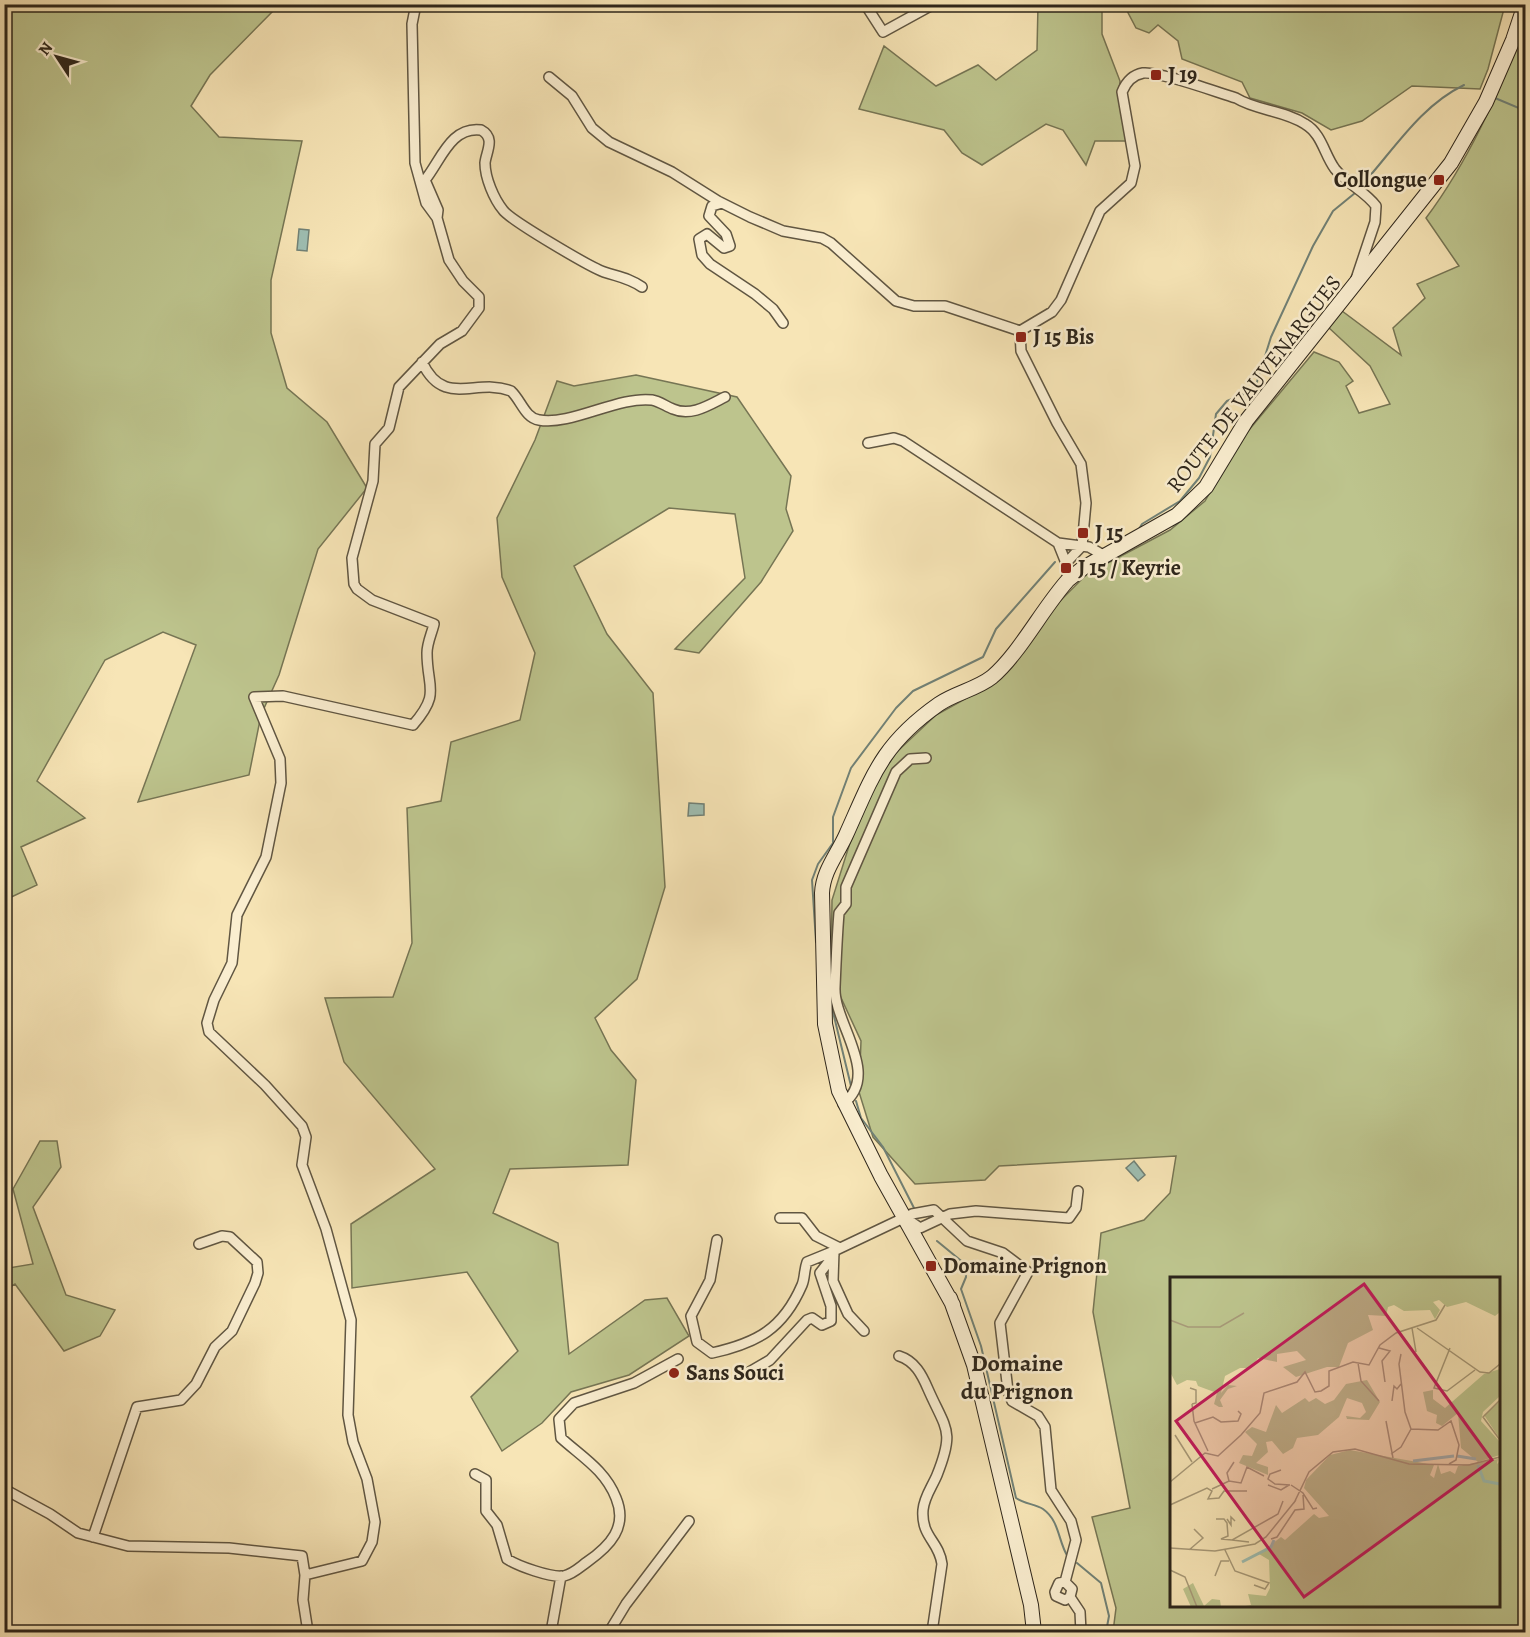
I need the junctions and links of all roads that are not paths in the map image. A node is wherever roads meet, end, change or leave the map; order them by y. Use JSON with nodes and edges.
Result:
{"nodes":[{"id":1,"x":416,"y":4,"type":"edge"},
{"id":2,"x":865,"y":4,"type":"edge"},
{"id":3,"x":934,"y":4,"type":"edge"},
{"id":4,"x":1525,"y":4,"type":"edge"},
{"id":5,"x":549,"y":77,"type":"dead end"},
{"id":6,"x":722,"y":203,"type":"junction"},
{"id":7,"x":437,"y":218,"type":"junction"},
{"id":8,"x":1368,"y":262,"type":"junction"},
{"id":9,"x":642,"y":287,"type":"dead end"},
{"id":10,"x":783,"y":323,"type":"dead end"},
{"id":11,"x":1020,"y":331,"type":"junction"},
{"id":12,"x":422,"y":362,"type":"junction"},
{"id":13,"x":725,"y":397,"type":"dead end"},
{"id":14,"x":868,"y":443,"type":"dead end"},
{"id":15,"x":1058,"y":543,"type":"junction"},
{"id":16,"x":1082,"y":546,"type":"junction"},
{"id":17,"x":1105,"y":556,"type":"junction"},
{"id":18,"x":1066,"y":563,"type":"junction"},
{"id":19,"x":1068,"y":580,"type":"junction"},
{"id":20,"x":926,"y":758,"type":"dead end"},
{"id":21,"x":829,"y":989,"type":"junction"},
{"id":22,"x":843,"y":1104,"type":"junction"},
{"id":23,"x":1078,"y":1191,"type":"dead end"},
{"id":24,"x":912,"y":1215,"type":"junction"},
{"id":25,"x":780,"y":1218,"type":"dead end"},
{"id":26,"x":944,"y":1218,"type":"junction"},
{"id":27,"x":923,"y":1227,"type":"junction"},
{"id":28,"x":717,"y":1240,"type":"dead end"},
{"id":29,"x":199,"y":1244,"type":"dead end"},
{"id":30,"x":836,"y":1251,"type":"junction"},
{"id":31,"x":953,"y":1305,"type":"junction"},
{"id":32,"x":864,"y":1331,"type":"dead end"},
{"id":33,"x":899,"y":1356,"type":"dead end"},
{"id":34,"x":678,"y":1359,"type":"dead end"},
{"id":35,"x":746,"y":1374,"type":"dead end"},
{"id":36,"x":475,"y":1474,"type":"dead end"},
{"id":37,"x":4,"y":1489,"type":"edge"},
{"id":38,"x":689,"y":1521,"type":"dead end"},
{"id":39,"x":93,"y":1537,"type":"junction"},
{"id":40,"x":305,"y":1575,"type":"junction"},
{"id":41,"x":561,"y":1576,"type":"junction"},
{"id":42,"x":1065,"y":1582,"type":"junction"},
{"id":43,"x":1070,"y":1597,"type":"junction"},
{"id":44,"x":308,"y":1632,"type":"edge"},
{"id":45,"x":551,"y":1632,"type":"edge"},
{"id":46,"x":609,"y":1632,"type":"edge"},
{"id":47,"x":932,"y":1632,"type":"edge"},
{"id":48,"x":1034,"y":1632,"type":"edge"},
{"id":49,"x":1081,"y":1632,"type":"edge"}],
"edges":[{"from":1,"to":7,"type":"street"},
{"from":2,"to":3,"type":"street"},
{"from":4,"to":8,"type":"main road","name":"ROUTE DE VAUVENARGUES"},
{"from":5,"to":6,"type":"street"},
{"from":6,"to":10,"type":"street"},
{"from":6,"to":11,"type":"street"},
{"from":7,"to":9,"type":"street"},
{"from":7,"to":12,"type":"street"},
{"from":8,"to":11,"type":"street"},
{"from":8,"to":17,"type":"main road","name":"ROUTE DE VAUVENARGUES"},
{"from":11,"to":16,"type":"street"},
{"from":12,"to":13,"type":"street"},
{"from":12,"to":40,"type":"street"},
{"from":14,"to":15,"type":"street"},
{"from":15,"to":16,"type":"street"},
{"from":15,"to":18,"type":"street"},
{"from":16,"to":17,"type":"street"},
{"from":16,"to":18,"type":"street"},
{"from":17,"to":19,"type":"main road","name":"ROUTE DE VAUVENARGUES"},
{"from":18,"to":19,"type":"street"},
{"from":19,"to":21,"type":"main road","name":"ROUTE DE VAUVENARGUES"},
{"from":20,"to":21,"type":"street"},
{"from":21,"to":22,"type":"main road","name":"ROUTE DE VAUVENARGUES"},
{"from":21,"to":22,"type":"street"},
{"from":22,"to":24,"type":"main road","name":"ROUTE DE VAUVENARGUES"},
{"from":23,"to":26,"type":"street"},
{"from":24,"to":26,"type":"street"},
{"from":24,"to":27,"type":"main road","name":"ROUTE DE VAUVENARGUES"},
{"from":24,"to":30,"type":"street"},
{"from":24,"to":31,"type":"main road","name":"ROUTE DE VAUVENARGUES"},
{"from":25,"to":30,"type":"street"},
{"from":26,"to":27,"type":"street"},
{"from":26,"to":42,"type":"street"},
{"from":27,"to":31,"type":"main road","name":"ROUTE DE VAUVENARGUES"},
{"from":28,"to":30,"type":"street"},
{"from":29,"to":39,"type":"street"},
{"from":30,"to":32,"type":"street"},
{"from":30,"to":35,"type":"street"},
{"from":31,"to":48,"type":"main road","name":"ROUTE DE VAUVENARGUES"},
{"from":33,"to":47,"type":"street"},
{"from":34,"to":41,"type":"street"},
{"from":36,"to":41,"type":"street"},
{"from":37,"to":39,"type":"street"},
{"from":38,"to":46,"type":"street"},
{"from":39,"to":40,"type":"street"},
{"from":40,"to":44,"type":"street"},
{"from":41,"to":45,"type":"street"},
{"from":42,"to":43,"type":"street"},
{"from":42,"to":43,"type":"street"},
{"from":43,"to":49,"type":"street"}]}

◆ **Exercise instructions**:
Write out every line of the listing that holds the word "nodes".

◆ **Task response**:
I need the junctions and links of all roads that are not paths in the map image. A node is wherever roads meet, end, change or leave the map; order them by y. Use JSON with nodes and edges.
{"nodes":[{"id":1,"x":416,"y":4,"type":"edge"},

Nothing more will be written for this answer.